In 2009, Mercantile Bancorp transferred HNB National Bank in Hannibal, Mo., to the owner of a banking company in Illinois in exchange for forgiveness of a $28 million debt. And in 2011, National Bancorp Holdings was able to buy Generations Bank in Overland Park, Kan., after its owners defaulted on a loan from a third party.
If Heartland in fact took a bank as payment, observers say it may have lucked out because it was dealing with a multibank holding company and doesn't appear to be fighting for claims with other stakeholders like the Treasury Department or the holders of trust-preferred securities.
"It can be an easy way to resolve a debt," says Walt Moeling, a partner at Bryan Cave in Atlanta. "But when you are dealing with a one-bank holding company, that is all there is, so there is not a lot of room to negotiate. This also sounds like a cleaner situation when you throw in Tarp or trups and try to strike a three- or four-way settlement, oh my God, it gets difficult."
The acquisition has some strategic value to Heartland, too. It has assets of $4.9 billion and a goal of reaching $1 billion of assets in each of its markets. The addition of the $67 million-asset Freedom brings it to "not quite $900 million in Illinois," Fuller says.
"It is a little opportunistic," Fuller says. "We typically don't hunt for banks less than $150 million to $200 million. . When we find smaller operations that fit in somewhere, those still kind of make sense."
Freedom's headquarters in Sterling, Ill., is well-situated between Heartland's two other Illinois banks, Galena State Bank & Trust and Riverside Community Bank.
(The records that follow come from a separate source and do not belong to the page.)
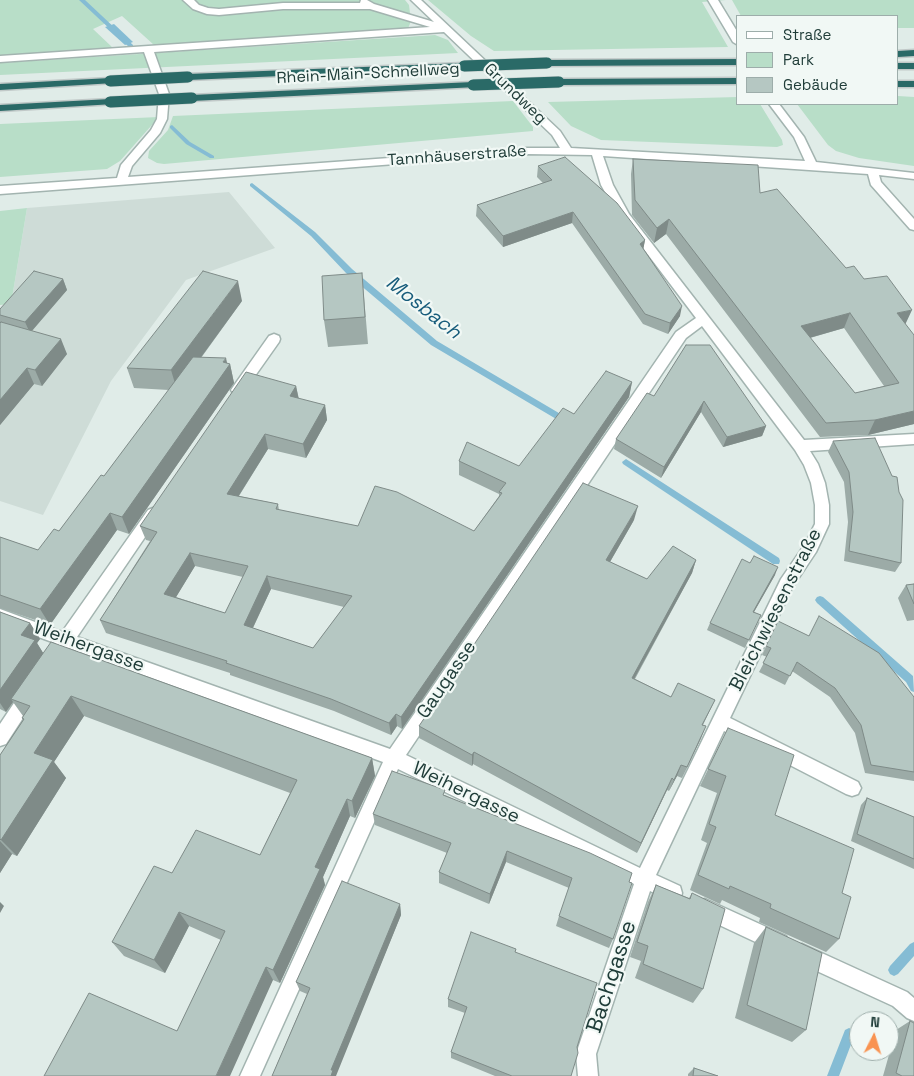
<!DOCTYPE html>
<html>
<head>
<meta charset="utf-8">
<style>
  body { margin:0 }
  #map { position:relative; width:914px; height:1076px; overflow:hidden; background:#e0ece8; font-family:"Space Grotesk",sans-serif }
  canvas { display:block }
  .legend { position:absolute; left:736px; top:15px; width:162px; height:90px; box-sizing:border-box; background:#f1f8f5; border:1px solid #9dadaa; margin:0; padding:6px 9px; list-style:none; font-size:15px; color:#203d39 }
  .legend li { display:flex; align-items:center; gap:10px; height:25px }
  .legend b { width:25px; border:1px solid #9dadaa }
  .north { position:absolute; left:849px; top:1011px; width:50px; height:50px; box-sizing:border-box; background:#f1f8f5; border:1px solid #9dadaa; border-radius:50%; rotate:5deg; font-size:14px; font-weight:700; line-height:20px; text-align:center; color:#203d39 }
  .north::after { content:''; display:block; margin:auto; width:18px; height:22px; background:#f99351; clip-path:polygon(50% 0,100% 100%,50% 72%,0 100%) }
</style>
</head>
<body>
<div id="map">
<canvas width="914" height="1076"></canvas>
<ul class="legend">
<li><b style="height:6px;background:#fff"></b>Straße</li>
<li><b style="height:14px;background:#b8dec8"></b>Park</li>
<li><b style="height:14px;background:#b5c7c2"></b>Gebäude</li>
</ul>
<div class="north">N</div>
</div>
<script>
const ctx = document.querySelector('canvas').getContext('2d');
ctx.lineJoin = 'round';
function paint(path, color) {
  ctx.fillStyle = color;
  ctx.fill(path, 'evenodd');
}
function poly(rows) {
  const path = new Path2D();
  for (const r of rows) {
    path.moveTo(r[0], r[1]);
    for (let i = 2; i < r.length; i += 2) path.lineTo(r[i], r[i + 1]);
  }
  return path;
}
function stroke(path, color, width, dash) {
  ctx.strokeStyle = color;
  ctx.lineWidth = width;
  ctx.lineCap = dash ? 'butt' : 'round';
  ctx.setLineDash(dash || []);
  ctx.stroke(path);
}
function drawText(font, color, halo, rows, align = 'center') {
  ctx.font = font + ' "Space Grotesk",sans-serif';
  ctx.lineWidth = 4.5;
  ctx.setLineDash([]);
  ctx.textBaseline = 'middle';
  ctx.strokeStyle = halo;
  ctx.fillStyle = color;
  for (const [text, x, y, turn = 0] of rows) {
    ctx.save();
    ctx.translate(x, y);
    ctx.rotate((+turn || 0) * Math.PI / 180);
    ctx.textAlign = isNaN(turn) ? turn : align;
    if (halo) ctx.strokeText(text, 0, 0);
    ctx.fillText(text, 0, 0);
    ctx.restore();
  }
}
paint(poly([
  [229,192,275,248,186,280,111,381,43,515,0,501,0,317,11,304,27,208]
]), '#cedcd7');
paint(poly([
  [0,0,405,0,409,5,411,21,407,31,161,45,154,45,122,16,93,29,112,47,111,49,0,58],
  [428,0,726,0,702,2,728,47,494,51,471,36],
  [732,0,914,0,914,28,898,28,898,16,741,16],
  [435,35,448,40,458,53,0,75,0,63],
  [898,96,914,97,914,166,859,158,836,151,828,145,797,104,898,104],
  [738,97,738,104,760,104,782,140,783,145,777,147,601,140,571,126,548,102],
  [513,101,533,127,533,131,164,164,157,163,148,158,149,151,168,130,173,116],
  [159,117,120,161,107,169,0,177,0,124],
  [27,208,11,304,0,305,0,211]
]), '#b8dec8');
paint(poly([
  [114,24,133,42,125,45,105,27]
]), '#85bcd4');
paint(poly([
  [79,0,85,0,133,45,133,47,129,47,79,0],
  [172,125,190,142,214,156,214,158,210,158,186,144,170,128,170,126,172,125],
  [252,183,315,232,352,269,437,341,569,419,570,421,569,423,563,423,431,345,346,273,311,236,250,186,250,184,252,183],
  [626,459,779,558,780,561,779,564,773,564,623,464,622,462,626,459],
  [820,596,823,597,913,676,914,692,911,691,906,682,817,603,815,600,817,597,820,596],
  [914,942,914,956,898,974,894,976,890,974,888,970,890,966,910,944,914,942],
  [849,1028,853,1030,855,1034,839,1076,827,1076,845,1030,849,1028]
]), '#85bcd4');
const minor = poly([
  [183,0,194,0,199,5,208,8,219,9,283,3,360,3,361,0,367,0,374,4,434,22,411,0,421,0,560,131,571,148,805,161,794,137,769,104,779,104,804,137,816,162,914,173,914,179,879,175,881,182,914,219,914,230,910,229,871,185,868,174,603,156,613,185,629,214,804,440,914,434,914,444,810,451,818,464,825,483,829,505,829,524,816,552,792,588,730,718,858,782,861,788,858,794,852,796,846,794,724,731,656,875,680,886,682,893,680,900,673,902,650,891,596,1054,598,1076,578,1076,576,1054,634,884,398,769,260,1076,240,1076,383,762,69,648,62,652,56,650,55,643,0,623,0,609,62,632,148,510,153,508,158,510,160,514,158,518,77,637,390,749,676,332,696,318,618,215,601,185,592,155,527,154,0,194,0,186,117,178,121,165,151,130,157,119,159,94,144,52,0,62,0,56,430,27,370,9,283,9,219,15,207,14,193,9,183,0],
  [444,32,552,135,560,148,527,148,128,177,132,166,160,133,167,119,169,94,154,52,444,32],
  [702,326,795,450,804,465,811,483,815,505,815,524,805,544,781,579,640,868,406,755,686,338,702,326],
  [708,0,718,0,738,33,738,45,733,42,708,0],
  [274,334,279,336,280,339,279,342,243,393,233,393,231,390,233,387,269,336,274,334],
  [30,686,36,688,38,693,36,698,6,744,0,746,0,724,24,688,30,686],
  [705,899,786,936,789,943,786,950,779,953,698,915,696,908,698,901,705,899],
  [802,944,907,992,914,998,914,1021,907,1018,893,1006,795,961,792,954,795,947,802,944]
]);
const highway = poly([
  [914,50,914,56,898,57,898,51,914,50],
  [738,59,738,65,547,66,542,63,547,60,738,59],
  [464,63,469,66,468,68,188,80,183,77,188,74,464,63],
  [898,63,914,63,914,69,898,69,898,63],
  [110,78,115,81,114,83,0,90,0,84,110,78],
  [738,78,738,84,559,85,554,82,559,79,738,78],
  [898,81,914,81,914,87,898,87,898,81],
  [473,82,477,83,478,85,477,87,192,101,187,98,192,95,473,82],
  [110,99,114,100,115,102,114,104,0,111,0,105,110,99]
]);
stroke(minor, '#a3b4b0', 3);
stroke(highway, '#c1c9c8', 3);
paint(minor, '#fff');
paint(highway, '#2a6a67');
const highwayBridge = poly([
  [464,66,547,63],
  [110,81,188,77],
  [473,85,559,82],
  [110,102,192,98]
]);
stroke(highwayBridge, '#c1c9c8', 12, []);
stroke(highwayBridge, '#2a6a67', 11);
paint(poly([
  [633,159,760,193,846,268,864,279,905,324,914,424,868,435,820,437,666,234,654,243,632,215,631,174],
  [844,328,884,386,855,393,810,338],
  [538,166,645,240,643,249,680,316,668,334,643,324,572,223,503,247,476,216,477,205,543,183,537,177],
  [362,273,368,344,328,347,324,320],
  [63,279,67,290,32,331,67,354,42,386,34,384,0,425,0,315],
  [242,301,201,358,230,364,234,383,129,534,117,530,50,625,0,608,0,537,38,550,59,531,104,476,169,390,134,388,127,368],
  [686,345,766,426,762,436,723,447,701,412,661,478,614,449,616,439,654,396],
  [632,382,629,397,402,729,397,726,391,735,334,711,230,675,230,673,106,633,100,620,150,541,146,540,140,526,296,386,299,399,325,405,327,420,306,458,268,449,239,496,278,504,279,510,358,526,474,531,499,496,499,494,459,475,459,461,519,466,574,414],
  [195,566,243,577,225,613,176,597],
  [271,589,344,607,313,648,253,628],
  [833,441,901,563,895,572,844,561,848,522,844,482,828,452],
  [634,520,610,562,647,579,696,560,692,573,635,679,671,697,715,700,703,725,701,738,682,778,677,776,669,791,667,790,637,853,473,764,472,766,419,738,419,726],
  [750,563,775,575,754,612,761,615,745,648,707,630,710,623],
  [914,584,914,620,907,621,898,598,906,585],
  [0,612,30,623,40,639,37,643,43,653,372,758,375,776,355,818,350,816,323,877,325,885,280,983,273,980,177,1031,221,940,189,926,165,973,124,956,112,942,172,873,260,855,290,793,84,716,54,762,66,778,17,856,12,854,0,873,0,755,23,720,22,718,23,716,13,702,6,712,0,709],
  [778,621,914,697,914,781,865,773,855,733,830,697,792,671,785,685,759,672,767,657,762,655],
  [728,728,775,815,839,939,826,952,759,922,760,918,722,900,720,904,690,890,707,843,701,840,717,793,700,786],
  [445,795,629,882,613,939,609,948,556,926,559,916,569,888,506,862,489,904,439,883,439,872,447,853,375,825,373,814],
  [867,798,914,817,914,869,851,841,861,805],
  [656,885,689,898,692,893,703,989,693,1003,635,978,641,961,630,957,648,902],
  [400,904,401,915,335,1075,272,1076,307,994,300,991,296,982],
  [766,927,806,1030,792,1042,735,1018,754,943],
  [516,949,515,952,577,1047,571,1076,495,1076,451,1058,451,1052,465,1013,448,1007,448,999],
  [910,1021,914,1076,883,1076,896,1030],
  [694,1068,718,1076,688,1076,688,1074]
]), '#9caba7');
paint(poly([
  [573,212,572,223,503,247,503,236],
  [669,219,666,234,654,243,657,228],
  [645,240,643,251,640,244],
  [63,279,67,290,30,333,25,322],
  [238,281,242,301,177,390,171,370],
  [682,306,680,316,668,334,670,323],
  [912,310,905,325,897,313],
  [850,313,844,328,795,342,801,326],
  [61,339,67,354,42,386,35,370],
  [226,358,228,367,230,364,234,383,129,534,122,517],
  [27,368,34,384,0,425,0,400],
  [632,382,629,397,402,729,401,717],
  [296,386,299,401,290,396],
  [704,401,701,412,661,478,664,467],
  [325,405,327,420,306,458,303,444],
  [914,411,914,424,868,435,875,420],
  [766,426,762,436,723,447,727,437],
  [265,434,268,449,231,508,227,494],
  [638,506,634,520,603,574,606,560],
  [110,513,117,530,50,625,40,609],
  [190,553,195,566,170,607,164,594],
  [696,560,692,573,628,690,632,678],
  [778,567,775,575,750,619,753,612],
  [267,576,271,589,248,638,244,625],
  [30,623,40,639,37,643,45,656,11,699,13,702,6,712,0,703,0,690,21,635],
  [71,696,84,716,54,762,66,778,17,856,1,840,34,753],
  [396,714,397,726,391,735,389,723],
  [706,726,701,738,682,778,687,767],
  [474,752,473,764,472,766,472,755],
  [372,758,375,776,355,818,352,801],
  [681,765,677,776,669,791,674,780],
  [672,778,667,790,637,853,641,843],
  [347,799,350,816,323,877,325,885,280,983,273,970,315,867],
  [0,841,12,854,0,873],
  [507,851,506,862,489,904,490,894],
  [0,902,4,906,0,913],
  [400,904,401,915,336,1076,331,1076,331,1070],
  [179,912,189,926,165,973,154,960],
  [266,967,273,980,230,1076,216,1076]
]), '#7f8b88');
const building = poly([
  [565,157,617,203,645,240,640,244,682,306,670,323,645,314,573,212,503,236,477,205,552,180,538,166,565,157],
  [633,159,758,165,760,193,777,189,846,268,854,266,864,279,887,276,912,310,897,313,914,335,914,411,875,420,826,423,669,219,657,228,635,200,633,159],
  [850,313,899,383,855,393,801,326,850,313],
  [34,271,63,279,25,322,0,315,0,309,34,271],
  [203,271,238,281,171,370,127,368,203,271],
  [362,273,365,317,324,320,322,276,362,273],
  [1,322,61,339,35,370,27,368,0,400,0,323,1,322],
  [686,345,710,345,766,426,727,437,704,401,664,467,616,439,647,393,654,396,686,345],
  [193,357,226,358,223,362,230,364,122,517,110,513,40,609,0,595,0,537,38,550,54,529,59,531,101,475,104,476,193,357],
  [606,371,632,382,401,717,396,714,389,723,331,699,226,663,227,661,100,620,157,532,140,526,246,372,296,386,290,396,325,405,303,444,265,434,227,494,278,504,276,509,358,526,375,486,397,492,474,531,502,493,499,492,506,483,459,461,467,442,519,466,563,408,574,414,606,371],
  [190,553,248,566,225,613,164,594,190,553],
  [267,576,352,596,313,648,244,625,267,576],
  [875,438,892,476,897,477,899,492,903,500,901,563,849,551,853,512,849,472,833,441,875,438],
  [583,483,638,506,606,560,647,579,673,546,696,560,632,678,671,697,678,683,715,700,702,725,706,726,687,767,681,765,674,780,672,778,641,843,474,752,472,755,419,726,583,483],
  [754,556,778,567,753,612,761,615,749,640,710,623,742,559,750,563,754,556],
  [914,584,914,604,906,585,914,584],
  [0,612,30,623,21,635,35,640,0,690,0,612],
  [819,616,879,653,914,697,914,772,871,765,861,725,835,688,797,662,790,676,763,663,771,648,766,646,778,621,809,636,819,616],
  [51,642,372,758,352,801,347,799,315,867,320,869,273,970,266,967,216,1076,44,1076,89,993,177,1031,225,931,179,912,154,960,112,942,154,866,172,873,196,830,260,855,297,780,71,696,34,753,53,760,1,840,0,839,0,755,24,719,22,718,30,706,11,699,51,642],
  [728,728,794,755,775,815,854,849,842,893,851,897,839,939,770,908,771,904,730,886,729,889,698,875,716,827,709,824,726,776,708,769,728,728],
  [392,771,445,790,443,795,590,853,632,873,629,882,632,883,613,939,559,916,572,878,507,851,490,894,439,872,451,843,373,814,392,771],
  [867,798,914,817,914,859,857,834,867,798],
  [342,881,400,904,331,1070,333,1070,331,1076,272,1076,310,988,296,982,342,881],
  [656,885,690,899,692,893,725,909,703,989,643,964,648,946,637,942,656,885],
  [766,927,822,953,806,1030,747,1005,766,927],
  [471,932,516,949,515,952,597,983,577,1047,578,1053,571,1076,512,1076,451,1052,467,1007,448,999,471,932],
  [910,1021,914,1023,914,1076,902,1076,896,1073,910,1021],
  [694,1068,718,1076,693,1076,694,1068]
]);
paint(building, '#b5c7c2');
stroke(building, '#7f8b88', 1);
drawText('16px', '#203d39', '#f1f8f5', [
  ["Rhein-Main-Schnellweg",368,74,-3],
  ["Grundweg",515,94,44],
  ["Tannhäuserstraße",457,156,-4]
]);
drawText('19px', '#203d39', '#f1f8f5', [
  ["Bleichwiesenstraße",776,610,-63],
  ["Weihergasse",89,647,20],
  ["Gaugasse",447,680,-56],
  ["Weihergasse",466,793,26]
]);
drawText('italic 20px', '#175c7b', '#f1f8f5', [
  ["Mosbach",423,308,38]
]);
drawText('22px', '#203d39', '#f1f8f5', [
  ["Bachgasse",612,977,-72]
]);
</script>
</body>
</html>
Sterling is about 75 miles southeast of Galena and about 55 miles southwest of Riverside's base is Rockford.
Heartland has been looking to make inroads in agriculture lending in the Sterling area, including the hiring of a lender in that region last year, and Freedom will help feed that business.
"This is not a huge needle-mover for them, but it is still consistent with trying to get to a billion in assets in each market," says Jeff Rulis, an analyst at D.A. Davidson. "It still somewhat satisfies some goals."